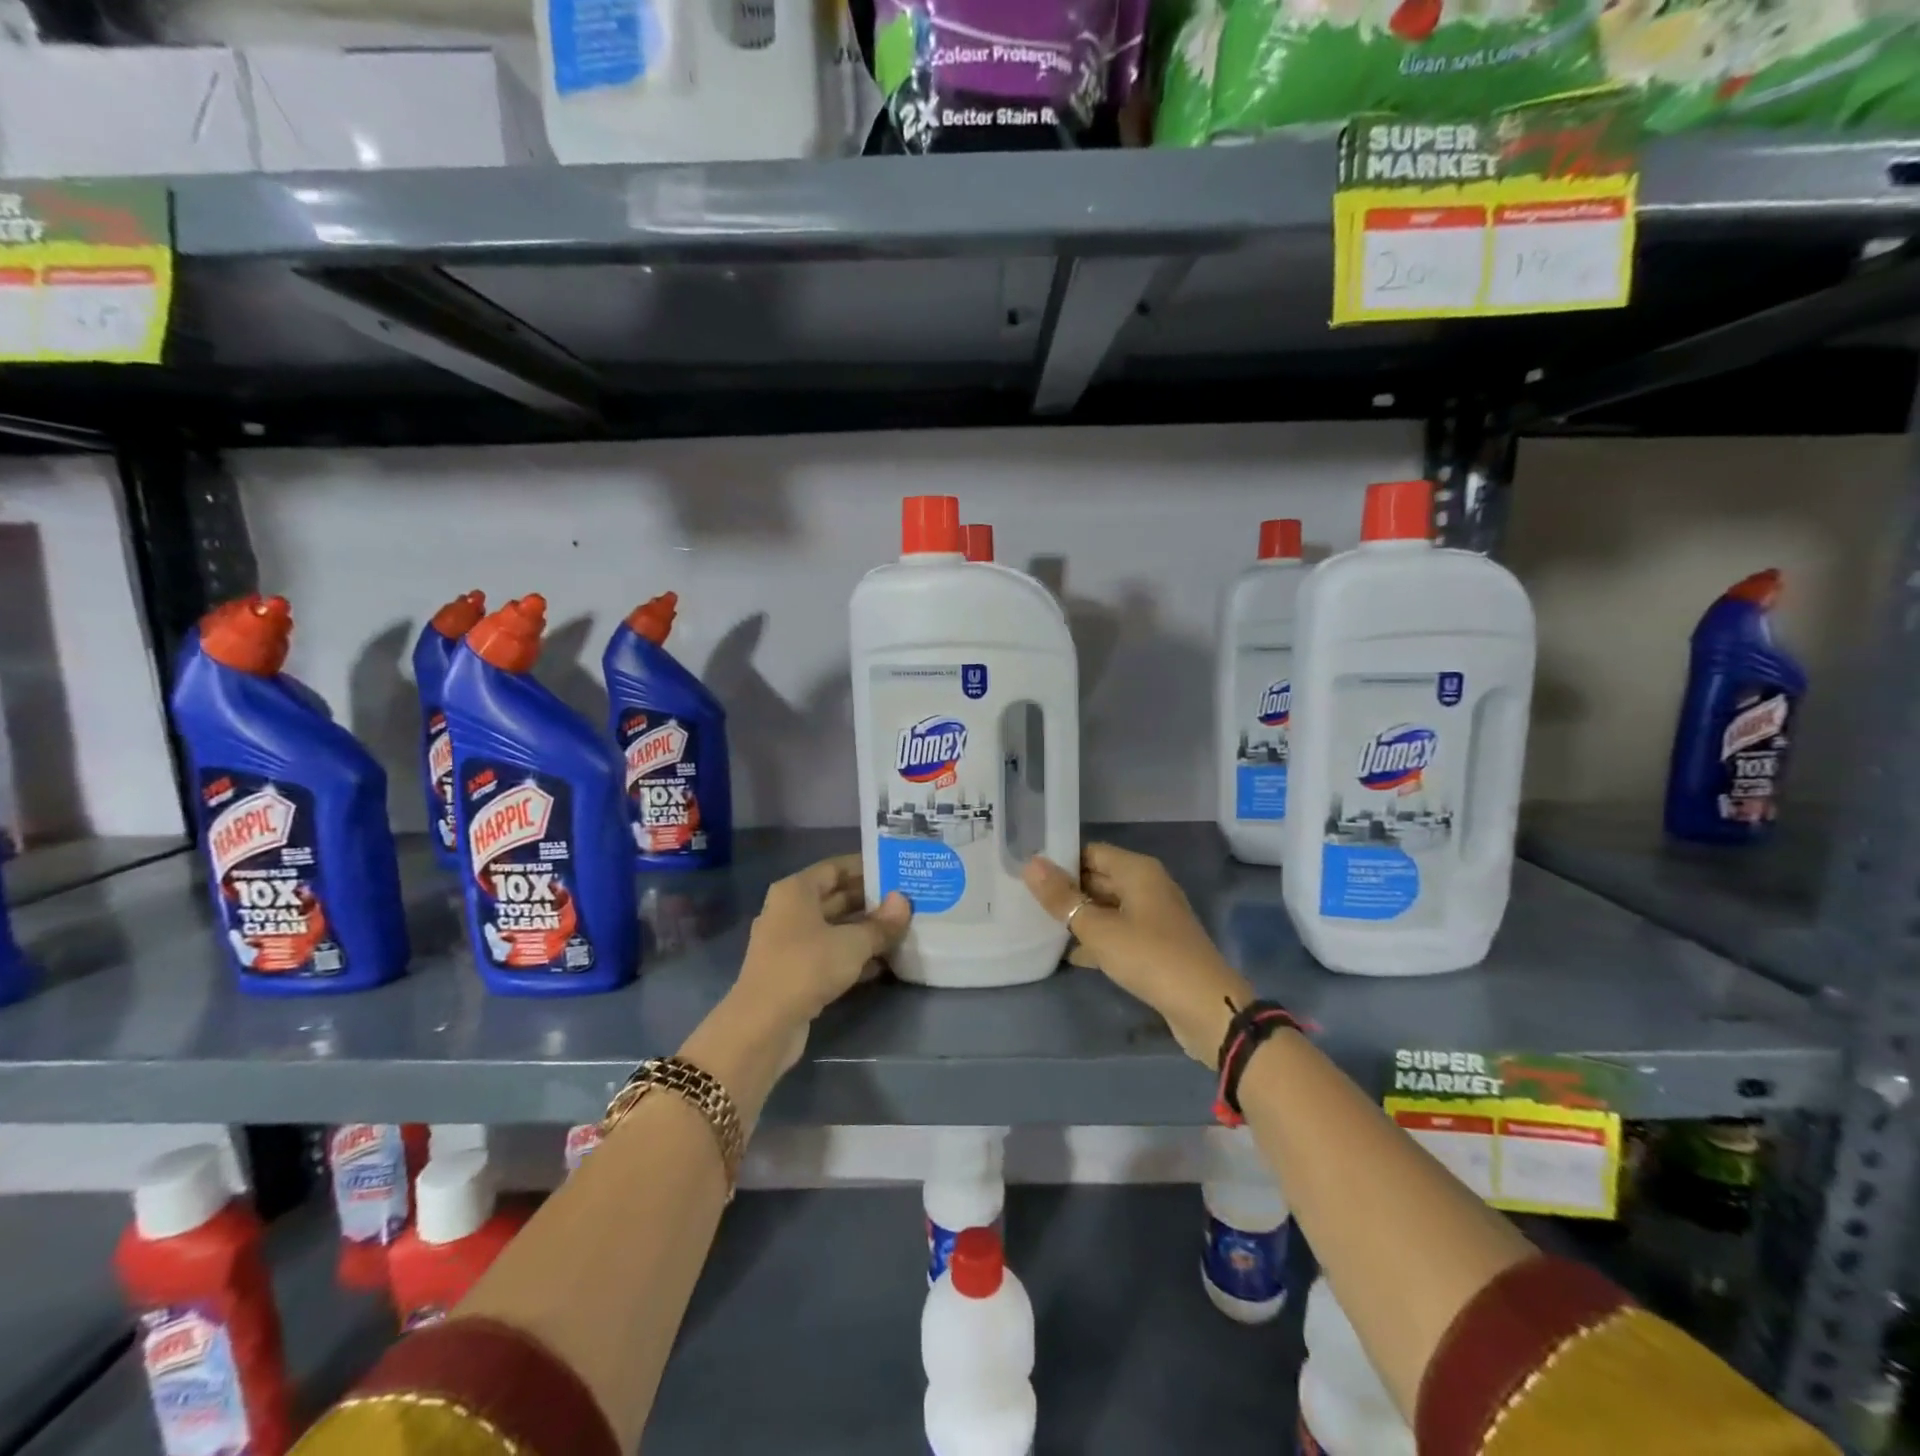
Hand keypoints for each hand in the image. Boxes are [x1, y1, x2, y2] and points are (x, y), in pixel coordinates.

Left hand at [736, 854, 911, 1033]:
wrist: (763, 1026)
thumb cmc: (806, 967)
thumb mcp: (852, 943)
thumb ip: (881, 924)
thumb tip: (904, 901)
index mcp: (796, 891)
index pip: (835, 867)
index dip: (866, 868)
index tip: (896, 870)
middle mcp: (789, 911)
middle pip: (835, 898)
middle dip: (871, 901)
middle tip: (907, 901)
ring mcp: (790, 944)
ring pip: (834, 928)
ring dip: (865, 931)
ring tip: (903, 930)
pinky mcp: (795, 973)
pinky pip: (830, 954)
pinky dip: (854, 956)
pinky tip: (884, 963)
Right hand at [1022, 844, 1253, 1067]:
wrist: (1205, 1007)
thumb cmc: (1149, 956)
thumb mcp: (1098, 928)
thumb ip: (1062, 898)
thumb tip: (1030, 863)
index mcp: (1138, 870)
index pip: (1090, 852)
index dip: (1060, 861)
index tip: (1028, 875)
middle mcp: (1148, 886)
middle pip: (1099, 878)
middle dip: (1068, 891)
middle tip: (1027, 901)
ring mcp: (1154, 916)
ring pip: (1108, 907)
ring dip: (1080, 917)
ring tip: (1040, 926)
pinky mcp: (1156, 944)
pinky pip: (1119, 932)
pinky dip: (1098, 939)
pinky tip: (1071, 956)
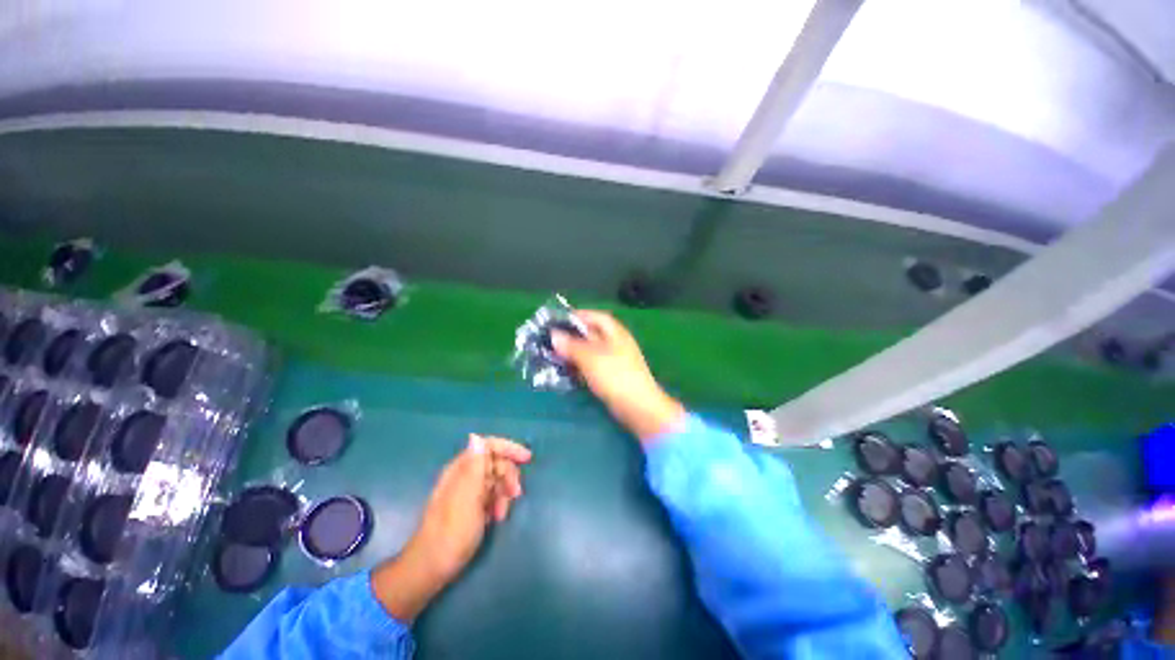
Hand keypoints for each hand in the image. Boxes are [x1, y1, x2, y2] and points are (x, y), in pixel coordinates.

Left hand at [372, 435, 530, 621]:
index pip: (488, 445)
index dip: (509, 448)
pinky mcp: (469, 506)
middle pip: (495, 462)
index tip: (527, 459)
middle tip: (516, 495)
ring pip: (495, 479)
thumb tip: (476, 437)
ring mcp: (466, 491)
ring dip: (504, 493)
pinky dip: (497, 503)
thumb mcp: (467, 497)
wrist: (432, 568)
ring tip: (502, 513)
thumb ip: (475, 466)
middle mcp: (463, 475)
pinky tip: (496, 517)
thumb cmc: (452, 532)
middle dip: (508, 476)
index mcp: (461, 469)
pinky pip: (491, 495)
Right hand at [553, 310, 684, 441]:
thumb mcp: (590, 357)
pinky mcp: (612, 377)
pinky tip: (567, 372)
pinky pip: (593, 366)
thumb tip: (554, 335)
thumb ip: (572, 345)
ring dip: (574, 353)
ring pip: (591, 352)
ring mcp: (615, 361)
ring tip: (554, 356)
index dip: (578, 316)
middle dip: (572, 336)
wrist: (637, 406)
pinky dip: (580, 367)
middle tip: (552, 340)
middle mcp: (616, 344)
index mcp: (615, 333)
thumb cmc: (615, 375)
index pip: (596, 317)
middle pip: (592, 334)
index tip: (559, 320)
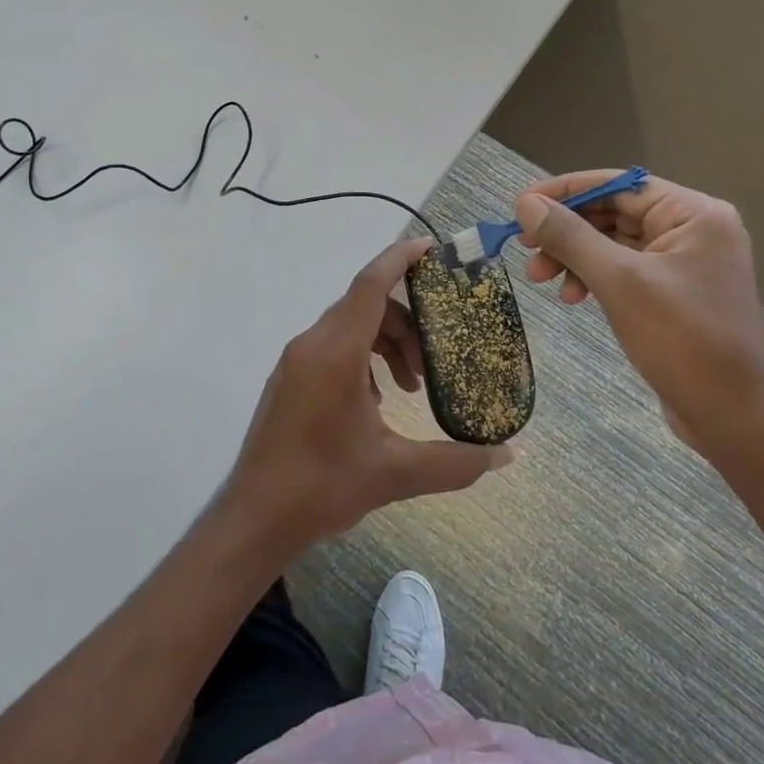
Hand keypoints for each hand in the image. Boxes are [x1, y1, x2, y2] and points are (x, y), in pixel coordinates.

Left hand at [223, 238, 513, 553]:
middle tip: (435, 357)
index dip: (400, 258)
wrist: (255, 515)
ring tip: (410, 386)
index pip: (370, 284)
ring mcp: (295, 360)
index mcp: (335, 352)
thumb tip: (508, 454)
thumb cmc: (323, 486)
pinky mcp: (288, 378)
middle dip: (405, 322)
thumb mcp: (395, 473)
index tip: (432, 248)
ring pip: (348, 327)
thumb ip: (455, 461)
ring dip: (384, 343)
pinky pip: (331, 347)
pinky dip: (361, 358)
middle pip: (365, 306)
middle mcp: (311, 344)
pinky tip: (377, 401)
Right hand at [515, 172, 763, 458]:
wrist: (737, 419)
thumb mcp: (619, 282)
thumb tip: (526, 203)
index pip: (618, 185)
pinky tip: (571, 296)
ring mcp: (684, 263)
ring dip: (573, 256)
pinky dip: (592, 277)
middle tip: (524, 247)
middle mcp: (692, 230)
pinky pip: (622, 269)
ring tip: (539, 278)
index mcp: (694, 214)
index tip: (520, 206)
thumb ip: (570, 236)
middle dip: (565, 230)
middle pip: (612, 212)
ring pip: (612, 242)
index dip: (565, 192)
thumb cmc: (684, 340)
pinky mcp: (673, 292)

WORK TO COMPLETE: The listing above should be transcribed word for word, with its pictures left out.

COMPLETED EXERCISE:
Hand keypoints for each hand in the image. Boxes are [x1, y1, x2, y2] and points are (x, y), in pixel coordinates.

Left hand at [736, 854, 911, 1033]:
wrist: (763, 1026)
thumb cmc: (806, 967)
thumb mcp: (852, 943)
thumb ip: (881, 924)
thumb tip: (904, 901)
index mcp: (796, 891)
index pip: (835, 867)
index dip: (866, 868)
index tip: (896, 870)
middle mcp: (789, 911)
middle pip: (835, 898)
middle dip: (871, 901)
middle tip: (907, 901)
ring mcp: (790, 944)
ring pip: (834, 928)
ring dip: (865, 931)
ring tip: (903, 930)
pinky mcp: (795, 973)
pinky pip: (830, 954)
pinky dip: (854, 956)
pinky tip: (884, 963)
Right hand at [1022, 844, 1253, 1067]:
wrist: (1205, 1007)
thumb cmc: (1149, 956)
thumb mcp: (1098, 928)
thumb ip: (1062, 898)
thumb tip: (1030, 863)
index mcp: (1138, 870)
index pip: (1090, 852)
index dip: (1060, 861)
index tip: (1028, 875)
middle mcp: (1148, 886)
middle pip: (1099, 878)
middle dip: (1068, 891)
middle tip: (1027, 901)
ring mcp: (1154, 916)
ring pip: (1108, 907)
ring dip: (1080, 917)
ring tip: (1040, 926)
pinky mcp: (1156, 944)
pinky pip: (1119, 932)
pinky dip: (1098, 939)
pinky tip: (1071, 956)
Hand keypoints for each hand in the image. Boxes are [x1, y1, x2, y2] and points are (x, y), in pixel coordinates.

Left hand at [372, 435, 530, 621]:
index pip: (488, 445)
index dip: (509, 448)
pinky mcp: (469, 506)
middle pip: (495, 462)
index tip: (527, 459)
middle tip: (516, 495)
ring pip: (495, 479)
thumb tip: (476, 437)
ring mcp: (466, 491)
ring dip: (504, 493)
pinky dip: (497, 503)
thumb mcp: (467, 497)
wrist: (432, 568)
ring tip: (502, 513)
thumb ip: (475, 466)
middle mcp: (463, 475)
pinky tip: (496, 517)
thumb cmc: (452, 532)
middle dip: (508, 476)
index mcp: (461, 469)
pinky pip: (491, 495)
Right hand at [553, 310, 684, 441]:
thumb mcp: (590, 357)
pinky mcp: (612, 377)
pinky tip: (567, 372)
pinky pip: (593, 366)
thumb tip: (554, 335)
thumb ip: (572, 345)
ring dip: (574, 353)
ring pip: (591, 352)
ring mcp: (615, 361)
ring tip: (554, 356)
index dip: (578, 316)
middle dip: (572, 336)
wrist: (637, 406)
pinky dip: (580, 367)
middle tip: (552, 340)
middle mcp: (616, 344)
index mcp: (615, 333)
thumb cmc: (615, 375)
index pip: (596, 317)
middle pip: (592, 334)
index tip: (559, 320)
Hand keypoints for each hand in the image. Boxes are [x1, y1, x2, y2] and points are (x, y), in pixel coordinates.

Left hand at [223, 238, 513, 553]:
middle tip: (435, 357)
index dip: (400, 258)
wrist: (255, 515)
ring tip: (410, 386)
index pip: (370, 284)
ring mcp: (295, 360)
index mcp: (335, 352)
thumb tip: (508, 454)
thumb cmc: (323, 486)
pinky mcp: (288, 378)
middle dip: (405, 322)
thumb mcp: (395, 473)
index tip: (432, 248)
ring pip: (348, 327)
thumb ip: (455, 461)
ring dip: (384, 343)
pinky pip: (331, 347)
pinky dip: (361, 358)
middle pip: (365, 306)
middle mcp: (311, 344)
pinky tip: (377, 401)
Right hand at [515, 172, 763, 458]:
wrist: (737, 419)
thumb mcp: (619, 282)
thumb tip: (526, 203)
index pip: (618, 185)
pinky tip: (571, 296)
ring mcp: (684, 263)
ring dip: (573, 256)
pinky dip: (592, 277)
middle tip: (524, 247)
middle mcp: (692, 230)
pinky pip: (622, 269)
ring tip: (539, 278)
index mcp: (694, 214)
index tip: (520, 206)
thumb ip: (570, 236)
middle dip: (565, 230)
middle pip: (612, 212)
ring pip: (612, 242)
index dip: (565, 192)
thumb cmc: (684, 340)
pinky mcp: (673, 292)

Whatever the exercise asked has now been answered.